### What you should do
Below are entries. Copy exactly the lines running from the line that holds "pinky tip: (22, 290)" to the line that holds "pinky tip: (309, 334)", with both ends included.

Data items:
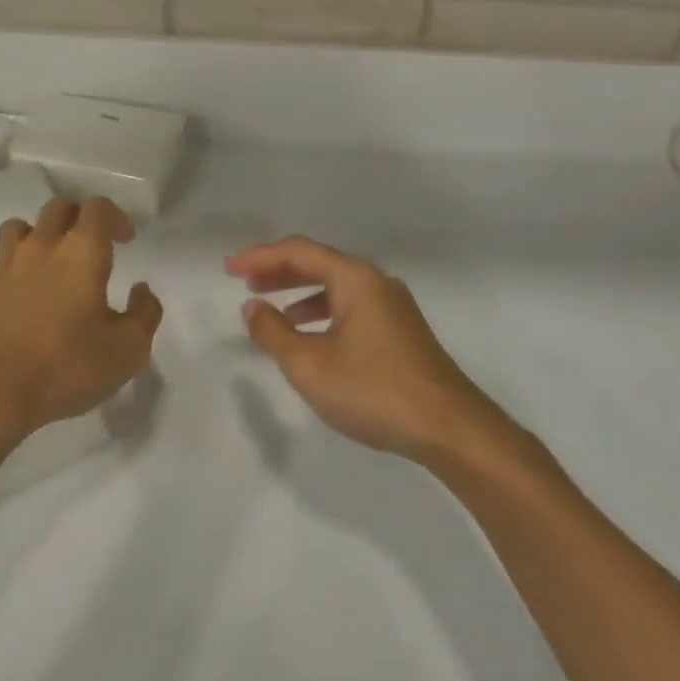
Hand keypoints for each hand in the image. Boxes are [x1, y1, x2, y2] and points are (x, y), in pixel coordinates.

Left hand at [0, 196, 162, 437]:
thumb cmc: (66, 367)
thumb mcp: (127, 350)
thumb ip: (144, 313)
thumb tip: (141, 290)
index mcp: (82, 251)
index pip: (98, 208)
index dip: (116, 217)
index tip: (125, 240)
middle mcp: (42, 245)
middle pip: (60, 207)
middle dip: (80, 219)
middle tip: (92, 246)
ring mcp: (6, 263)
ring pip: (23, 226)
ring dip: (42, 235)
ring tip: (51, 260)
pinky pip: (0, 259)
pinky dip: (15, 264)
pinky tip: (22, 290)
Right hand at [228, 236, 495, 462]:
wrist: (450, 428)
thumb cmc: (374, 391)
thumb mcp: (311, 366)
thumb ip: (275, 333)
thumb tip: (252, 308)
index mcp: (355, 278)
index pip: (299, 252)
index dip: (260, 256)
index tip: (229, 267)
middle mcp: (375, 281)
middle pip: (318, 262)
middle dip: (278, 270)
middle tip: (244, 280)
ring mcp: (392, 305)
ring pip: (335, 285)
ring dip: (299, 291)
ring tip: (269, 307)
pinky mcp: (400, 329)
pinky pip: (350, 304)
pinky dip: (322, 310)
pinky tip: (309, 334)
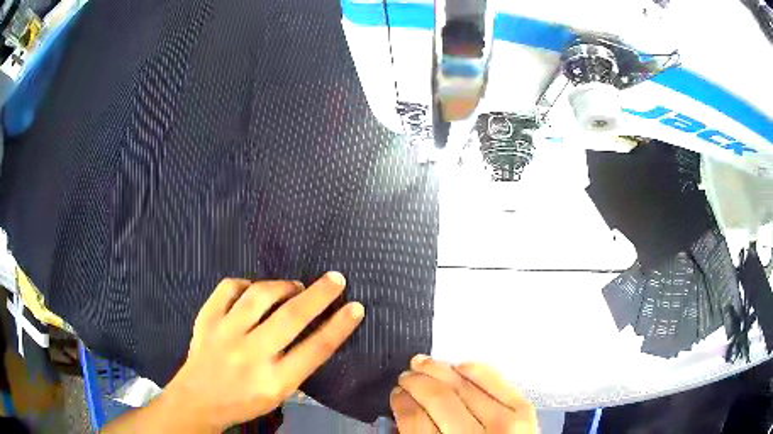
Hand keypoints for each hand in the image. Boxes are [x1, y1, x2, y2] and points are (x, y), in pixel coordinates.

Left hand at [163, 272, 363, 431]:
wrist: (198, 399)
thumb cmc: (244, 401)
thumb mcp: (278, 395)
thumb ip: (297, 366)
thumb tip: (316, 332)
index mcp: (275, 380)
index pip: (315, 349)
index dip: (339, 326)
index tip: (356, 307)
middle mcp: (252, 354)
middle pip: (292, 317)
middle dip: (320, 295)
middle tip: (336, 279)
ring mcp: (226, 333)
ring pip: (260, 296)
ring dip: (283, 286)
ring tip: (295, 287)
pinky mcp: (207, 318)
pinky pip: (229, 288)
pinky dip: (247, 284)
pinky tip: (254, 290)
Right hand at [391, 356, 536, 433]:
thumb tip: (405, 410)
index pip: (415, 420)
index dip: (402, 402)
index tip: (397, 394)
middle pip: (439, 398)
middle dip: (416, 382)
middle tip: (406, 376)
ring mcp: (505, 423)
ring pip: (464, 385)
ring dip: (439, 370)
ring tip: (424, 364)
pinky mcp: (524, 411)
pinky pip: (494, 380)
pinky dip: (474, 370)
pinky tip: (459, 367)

### Answer area
pinky tip: (22, 290)
Right hand at [228, 236, 495, 462]:
wrist: (450, 428)
thumb cmc: (374, 391)
thumb mcp: (311, 366)
thumb ip: (275, 333)
thumb tip: (252, 308)
index mcp: (355, 278)
index pip: (299, 252)
index dip: (260, 256)
index tip: (229, 267)
middle mcp: (375, 281)
middle pip: (318, 262)
middle dip: (278, 270)
middle tip: (244, 280)
ring mcp: (392, 305)
ring pip: (335, 285)
ring dip: (299, 291)
ring tip: (269, 307)
pinky mcp: (400, 329)
pinky pip: (350, 304)
pinky dip: (322, 310)
pinky tip: (309, 334)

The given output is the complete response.